Crowdsourcing Correction of Speech Recognition Captioning Errors

M. Wald · 2011 · Proceedings of the International Cross-Disciplinary Conference on Web Accessibility (W4A) · doi:10.1145/1969289.1969318

Summary

This paper describes tools built around Synote, an award-winning web-based application from the University of Southampton, that enable crowdsourced correction of automatic speech recognition (ASR) captioning errors to make video content accessible at scale. The author frames the problem clearly: professional manual captioning is too expensive for routine use (e.g., university lectures), while ASR produces errors ranging from under 10% word error rate with trained speakers in good conditions to over 30% with untrained speakers in poor acoustic environments. Conversational speech is particularly challenging because speakers run words together, use fillers (ums, ahhs), hesitate mid-word, and don't speak punctuation.
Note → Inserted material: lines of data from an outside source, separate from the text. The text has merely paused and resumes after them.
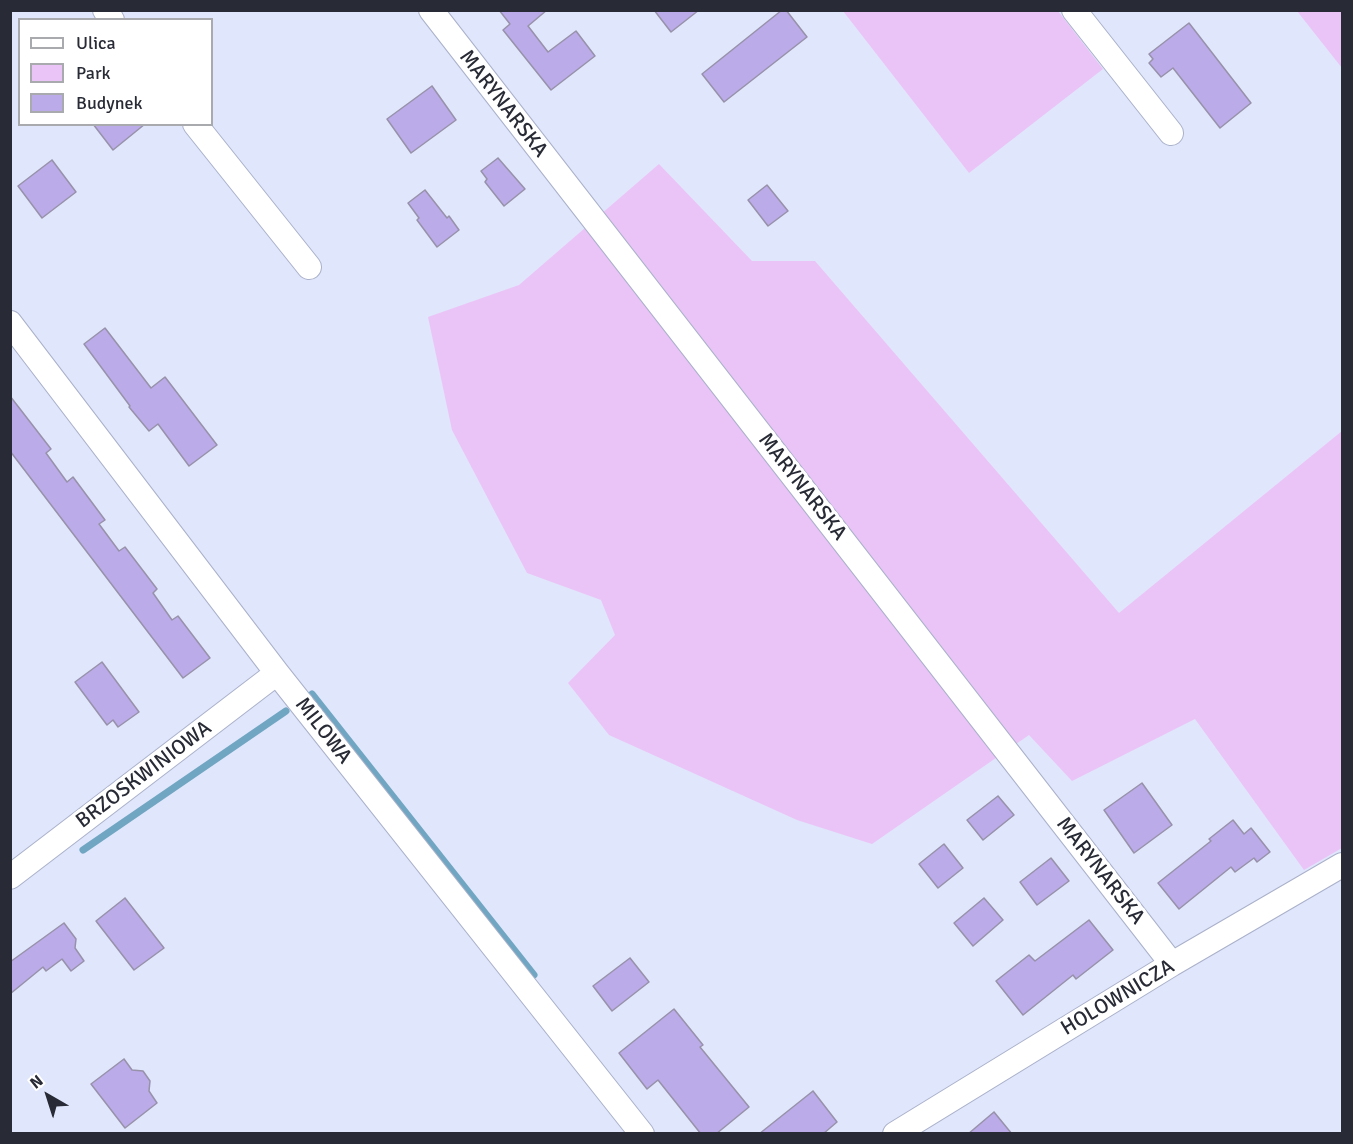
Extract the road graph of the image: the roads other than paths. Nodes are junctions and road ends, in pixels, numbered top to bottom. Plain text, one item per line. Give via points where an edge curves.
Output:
1 (431, 10) edge
2 (1074, 10) edge
3 (197, 126) edge
4 (1171, 133) dead end
5 (309, 267) dead end
6 (10, 323) edge
7 (277, 673) junction
8 (1342, 865) edge
9 (10, 878) edge
10 (1172, 964) junction
11 (642, 1134) edge
12 (895, 1134) edge

1 - 10 street, MARYNARSKA
2 - 4 street
3 - 5 street
6 - 7 street, MILOWA
7 - 9 street, BRZOSKWINIOWA
7 - 11 street, MILOWA
8 - 10 street, HOLOWNICZA
10 - 12 street, HOLOWNICZA

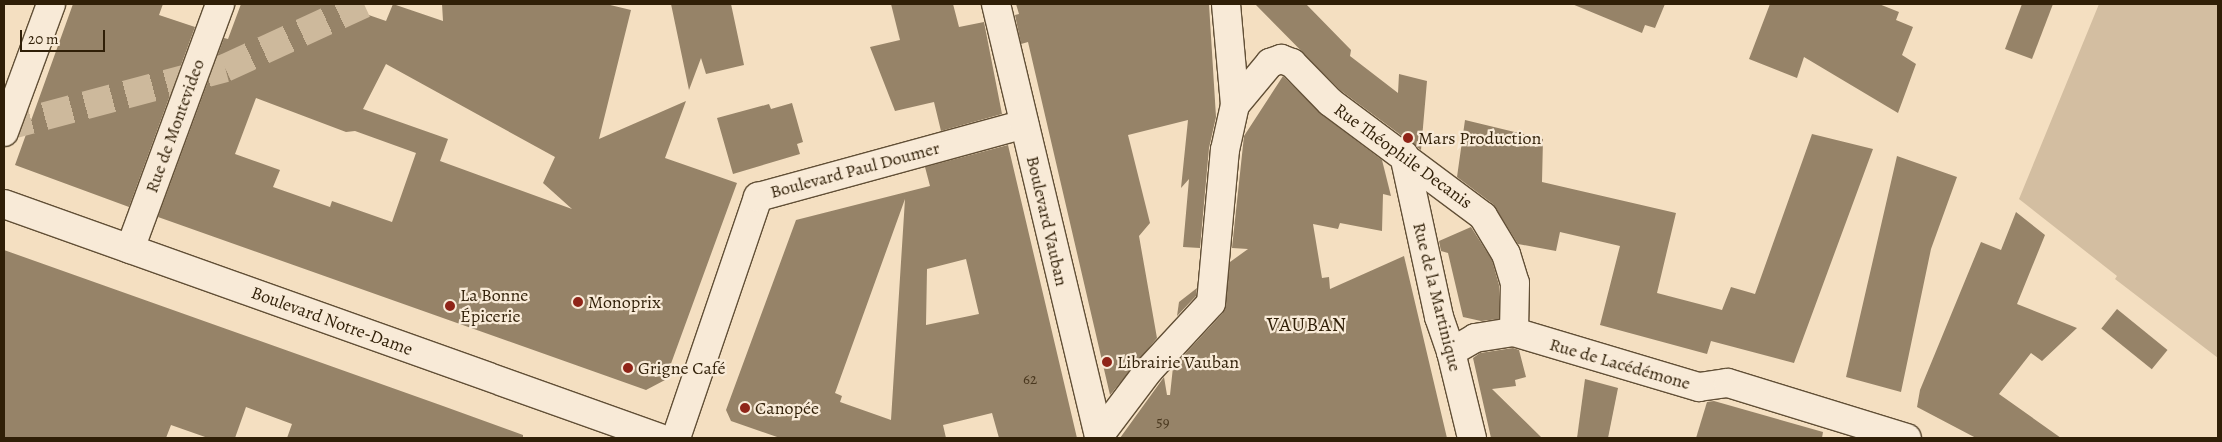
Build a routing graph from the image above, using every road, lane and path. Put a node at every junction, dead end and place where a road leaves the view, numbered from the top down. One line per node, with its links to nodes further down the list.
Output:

The Synote platform already provided synchronized captions, user notes, and slide images alongside video recordings, using speaker-independent speech recognition for automatic captioning. However, editing the full synchronized transcript was impractical for collaborative correction — the whole transcript had to be saved at once, and concurrent editors would overwrite each other's work. The paper presents two new tools: a Caption Creation Tool that investigates optimal ways to split transcripts into individually editable utterances/captions, and a Crowdsourcing Correction Tool that enables multiple users to independently correct individual caption segments.

Key findings

The crowdsourcing correction tool stores all edits from all users and uses a matching algorithm to verify corrections through agreement — when multiple users independently make the same correction to an utterance, it is accepted as correct. Administrator settings control the match closeness threshold and how many users must agree before an edit is accepted. The interface uses visual indicators: red bars with ticks mark utterances where sufficient agreement has been reached, green bars mark those still needing correction. Users can be assigned specific transcript sections or given freedom to correct any utterance. A points system rewards matching edits and can penalize corrections that don't match others', providing gamification incentives. The Caption Creation Tool investigates optimal segmentation strategies: splitting by word count, utterance duration, or silence length between words, and automatic formatting including punctuation insertion and capitalization. The system outputs both standard text caption files and XML for Synote. The author notes that previous studies showed students who edit lecture transcripts perform better on content tests than those who just watch — suggesting that crowdsourced caption correction could be incentivized through academic credit while simultaneously improving learning outcomes.

Relevance

This paper addresses a problem that was central to video accessibility in 2011 and remains relevant: the gap between imperfect ASR output and the high-quality captions needed for accessibility. The crowdsourcing approach — using agreement between multiple independent correctors as a quality signal — anticipated the human-in-the-loop correction workflows that are now standard in captioning services. YouTube's community contributions feature (now discontinued) and platforms like Amara used similar collaborative editing models. The insight that caption correction can double as a learning activity for students is particularly clever, creating a sustainable incentive structure where the effort of correction benefits both the corrector and future viewers. The matching algorithm approach to quality assurance avoids the need for expert review while still catching errors, though it requires sufficient volume of correctors to achieve agreement. Modern ASR has dramatically improved since 2011, but auto-generated captions still require correction for professional or legal accessibility compliance, making these crowdsourcing approaches still valuable for educational and organizational contexts.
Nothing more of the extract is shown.